Women who are pregnant, breastfeeding or want to get pregnant should not eat more than two portions of oily fish per week due to the possible presence of pollutants.
Its review is inviting industry bodies, environmental, health and consumer groups for their input.
Rosemary Hignett, head of the Agency's nutrition division, said: "We are aware that fish consumption and sustainability is a key issue for many consumers and current advice can be confusing."
Andy Tait of Greenpeace said: "Fish stocks are in crisis across the globe and any advice related to fish consumption needs to face up to that reality.
"The current advice has a real impact on already over-exploited global fisheries so we welcome that it is now to be reviewed."
The Royal Commission on Environmental Pollution has estimated that if consumers took the Agency's current advice the total level of fish consumption in the UK would need to increase by over 40 per cent, with oily fish consumption increasing by over 200 per cent.
Meanwhile, scientists have reported that fishermen have altered evolution in the sea in a few decades in ways that it was thought previously could only happen over millennia.
Fish such as the North Sea cod, Barents Sea cod and the Northern cod, off Newfoundland, have halved the age at which they reproduce in response to fishing pressure.

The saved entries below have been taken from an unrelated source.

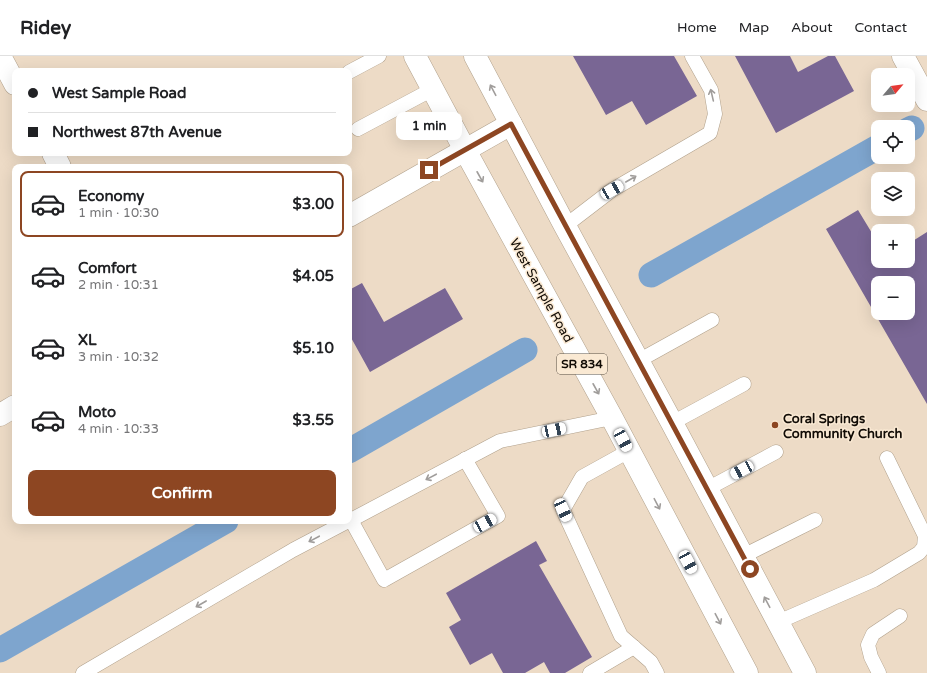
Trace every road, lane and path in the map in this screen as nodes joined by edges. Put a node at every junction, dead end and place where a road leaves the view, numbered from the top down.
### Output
1 (379, 56) edge
2 (415, 56) edge
3 (475, 56) edge
4 (692, 56) edge
5 (903, 56) edge
6 (352, 70) edge
7 (433, 89) junction
8 (927, 100) edge
9 (511, 124) junction
10 (358, 129) dead end
11 (465, 150) junction
12 (352, 214) edge
13 (565, 226) junction
14 (712, 320) dead end
15 (638, 361) junction
16 (744, 384) dead end
17 (12, 408) edge
18 (0, 415) edge
19 (612, 418) junction
20 (672, 423) junction
21 (629, 451) junction
22 (776, 452) dead end
23 (887, 458) dead end
24 (465, 459) junction
25 (707, 489) junction
26 (352, 518) edge
27 (815, 520) dead end
28 (342, 524) edge
29 (351, 524) edge
30 (743, 556) junction
31 (900, 616) dead end
32 (778, 622) junction
33 (634, 647) junction
34 (83, 673) edge
35 (590, 673) edge
36 (657, 673) edge
37 (747, 673) edge
38 (805, 673) edge
39 (879, 673) edge

1 - 6 lane
2 - 7 main road, West Sample Road / SR 834
9 -> 3 main road
13 -> 4 lane
5 - 8 main road
7 - 10 lane
7 - 11 main road, West Sample Road / SR 834
9 - 11 main road
9 - 13 main road
11 - 12 main road
11 -> 19 main road, West Sample Road / SR 834
13 - 15 main road
14 - 15 lane
15 - 20 main road
16 - 20 lane
17 - 18 main road
19 - 21 main road, West Sample Road / SR 834
19 - 24 lane
20 - 25 main road
21 - 33 lane
21 -> 37 main road, West Sample Road / SR 834
22 - 25 lane
23 - 32 lane
24 -> 26 lane
24 - 29 lane
25 - 30 main road
27 - 30 lane
28 -> 34 lane
32 -> 30 main road
31 - 39 lane
32 - 38 main road
33 - 35 lane
33 - 36 lane

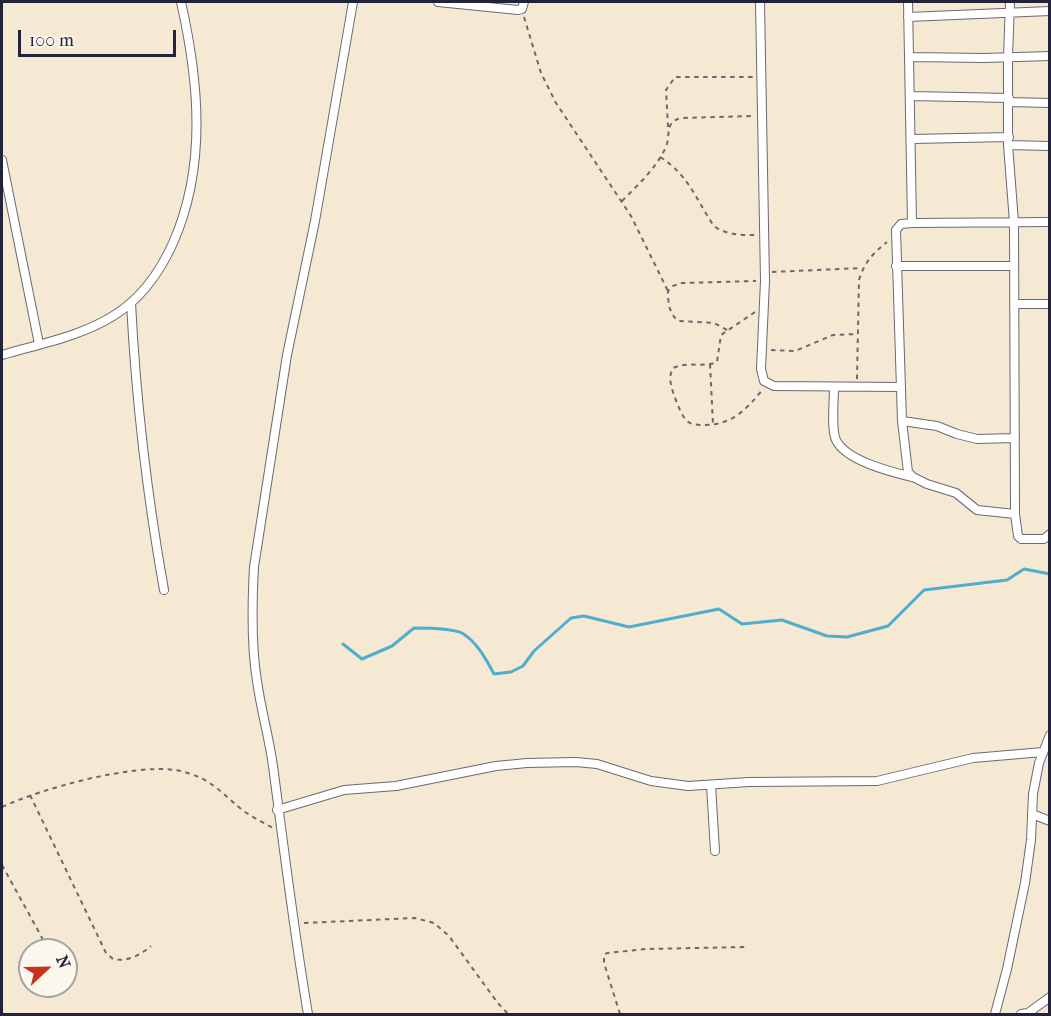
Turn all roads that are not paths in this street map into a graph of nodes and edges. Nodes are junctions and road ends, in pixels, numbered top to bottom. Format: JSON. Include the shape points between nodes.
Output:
{"nodes":[{"id":1,"x":182,"y":2,"type":"edge"},
{"id":2,"x":353,"y":2,"type":"edge"},
{"id":3,"x":438,"y":2,"type":"edge"},
{"id":4,"x":760,"y":2,"type":"edge"},
{"id":5,"x":908,"y":2,"type":"edge"},
{"id":6,"x":1010,"y":2,"type":"edge"},
{"id":7,"x":478,"y":3,"type":"edge"},
{"id":8,"x":523,"y":5,"type":"edge"},
{"id":9,"x":1050,"y":11,"type":"edge"},
{"id":10,"x":1009,"y":13,"type":"junction"},
{"id":11,"x":908,"y":17,"type":"junction"},
{"id":12,"x":1050,"y":56,"type":"edge"},
{"id":13,"x":910,"y":57,"type":"junction"},
{"id":14,"x":1008,"y":57,"type":"junction"},
{"id":15,"x":911,"y":96,"type":"junction"},
{"id":16,"x":1009,"y":100,"type":"junction"},
{"id":17,"x":1050,"y":103,"type":"edge"},
{"id":18,"x":912,"y":139,"type":"junction"},
{"id":19,"x":1009,"y":141,"type":"junction"},
{"id":20,"x":1050,"y":146,"type":"edge"},
{"id":21,"x":2,"y":160,"type":"edge"},
{"id":22,"x":1014,"y":222,"type":"junction"},
{"id":23,"x":1050,"y":222,"type":"edge"},
{"id":24,"x":912,"y":223,"type":"junction"},
{"id":25,"x":896,"y":266,"type":"junction"},
{"id":26,"x":1014,"y":267,"type":"junction"},
{"id":27,"x":131,"y":303,"type":"junction"},
{"id":28,"x":1014,"y":304,"type":"junction"},
{"id":29,"x":1050,"y":304,"type":"edge"},
{"id":30,"x":39,"y":344,"type":"junction"},
{"id":31,"x":2,"y":355,"type":"edge"},
{"id":32,"x":901,"y":387,"type":"junction"},
{"id":33,"x":834,"y":388,"type":"junction"},
{"id":34,"x":902,"y":421,"type":"junction"},
{"id":35,"x":1015,"y":438,"type":"junction"},
{"id":36,"x":913,"y":477,"type":"junction"},
{"id":37,"x":1016,"y":514,"type":"junction"},
{"id":38,"x":1050,"y":534,"type":"edge"},
{"id":39,"x":164,"y":590,"type":"dead end"},
{"id":40,"x":1050,"y":735,"type":"edge"},
{"id":41,"x":1043,"y":752,"type":"junction"},
{"id":42,"x":711,"y":785,"type":"junction"},
{"id":43,"x":277,"y":810,"type":"junction"},
{"id":44,"x":1032,"y":814,"type":"junction"},
{"id":45,"x":1050,"y":821,"type":"edge"},
{"id":46,"x":716,"y":851,"type":"dead end"},
{"id":47,"x":1050,"y":997,"type":"edge"},
{"id":48,"x":308,"y":1014,"type":"edge"},
{"id":49,"x":995,"y":1014,"type":"edge"},
{"id":50,"x":1021,"y":1014,"type":"edge"}],
"edges":[{"from":1,"to":27,"type":"street","via":[[195,78],[192,184],[166,259]]},
{"from":2,"to":43,"type":"street","via":[[287,355],[254,567],[256,677],[273,765]]},
{"from":3,"to":7,"type":"street"},
{"from":4,"to":33,"type":"street","via":[[765,277],[761,369],[764,381],[774,386]]},
{"from":5,"to":11,"type":"street"},
{"from":6,"to":10,"type":"street"},
{"from":7,"to":8,"type":"street","via":[[518,10]]},
{"from":9,"to":10,"type":"street"},
{"from":10,"to":11,"type":"street"},
{"from":10,"to":14,"type":"street"},
{"from":11,"to":13,"type":"street"},
{"from":12,"to":14,"type":"street"},
{"from":13,"to":14,"type":"street"},
{"from":13,"to":15,"type":"street"},
{"from":14,"to":16,"type":"street"},
{"from":15,"to":16,"type":"street"},
{"from":15,"to":18,"type":"street"},
{"from":16,"to":17,"type":"street"},
{"from":16,"to":19,"type":"street"},
{"from":18,"to":19,"type":"street"},
{"from":18,"to":24,"type":"street"},
{"from":19,"to":20,"type":"street"},
{"from":19,"to":22,"type":"street"},
{"from":21,"to":30,"type":"street"},
{"from":22,"to":23,"type":"street"},
{"from":22,"to":24,"type":"street"},
{"from":22,"to":26,"type":"street"},
{"from":24,"to":25,"type":"street","via":[[898,225],[896,230]]},
{"from":25,"to":26,"type":"street"},
{"from":25,"to":32,"type":"street"},
{"from":26,"to":28,"type":"street"},
{"from":27,"to":30,"type":"street","via":[[100,324]]},
{"from":27,"to":39,"type":"street","via":[[139,419]]},
{"from":28,"to":29,"type":"street"},
{"from":28,"to":35,"type":"street"},
{"from":30,"to":31,"type":"street"},
{"from":32,"to":33,"type":"street"},
{"from":32,"to":34,"type":"street"},
{"from":33,"to":36,"type":"street","via":[[838,444],[857,458]]},
{"from":34,"to":35,"type":"street","via":[[937,426],[977,439]]},
{"from":34,"to":36,"type":"street","via":[[908,472]]},
{"from":35,"to":37,"type":"street"},
{"from":36,"to":37,"type":"street","via":[[956,492],[977,510]]},
{"from":37,"to":38,"type":"street","via":[[1021,539],[1044,539]]},
{"from":40,"to":41,"type":"street"},
{"from":41,"to":42,"type":"street","via":[[973,758],[877,781]]},
{"from":41,"to":44,"type":"street"},
{"from":42,"to":43,"type":"street","via":[[668,784],[597,764],[527,762],[396,786],[344,790]]},
{"from":42,"to":46,"type":"street"},
{"from":43,"to":48,"type":"street"},
{"from":44,"to":45,"type":"street"},
{"from":44,"to":49,"type":"street","via":[[1025,883]]},
{"from":47,"to":50,"type":"street"}]}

This phenomenon has also been observed in plaice, sole, American plaice and yellow croaker, a fish found in Chinese waters, according to Ulf Dieckmann, from the International Institute for Applied Systems Analysis in Austria.
Dr Dieckmann told a meeting at the Catholic University of Leuven, Belgium, that it was possible to demonstate, from excellent records compiled in the 1930s, that the age at which the Barents Sea cod first reproduced had reduced from ten years then to five years today.
The size at which the cod reproduced had fallen from 90-100 cms to 75 cms. The cod also produced half the eggs that they did in the 1930s, so the changes caused the stock to be over-fished faster.
Dr Dieckmann said: "It was thought that these changes would only occur over millennia. But it is becoming clear that significant evolution can take place within 20 years if the forces driving it are strong - and in fisheries they have been."
Dr Dieckmann said that evolution caused by over-fishing took a longer to recover from than it did to cause: if the Barents Sea was closed to fishermen, it would take 250 years for cod to return to spawning at 10 years old.
"This is a Darwinian debt that will have to be paid back by future generations," he added.
Dr Dieckmann said evolution caused by commercial fisheries had played an overlooked part in the collapse of the Northern cod off Newfoundand in 1992, the most disastrous crash yet of a major commercial fish species.
He said that from 1985 a downward trend in the size of spawning cod was detectable off and should have led to "a more precautionary approach" in setting catch quotas.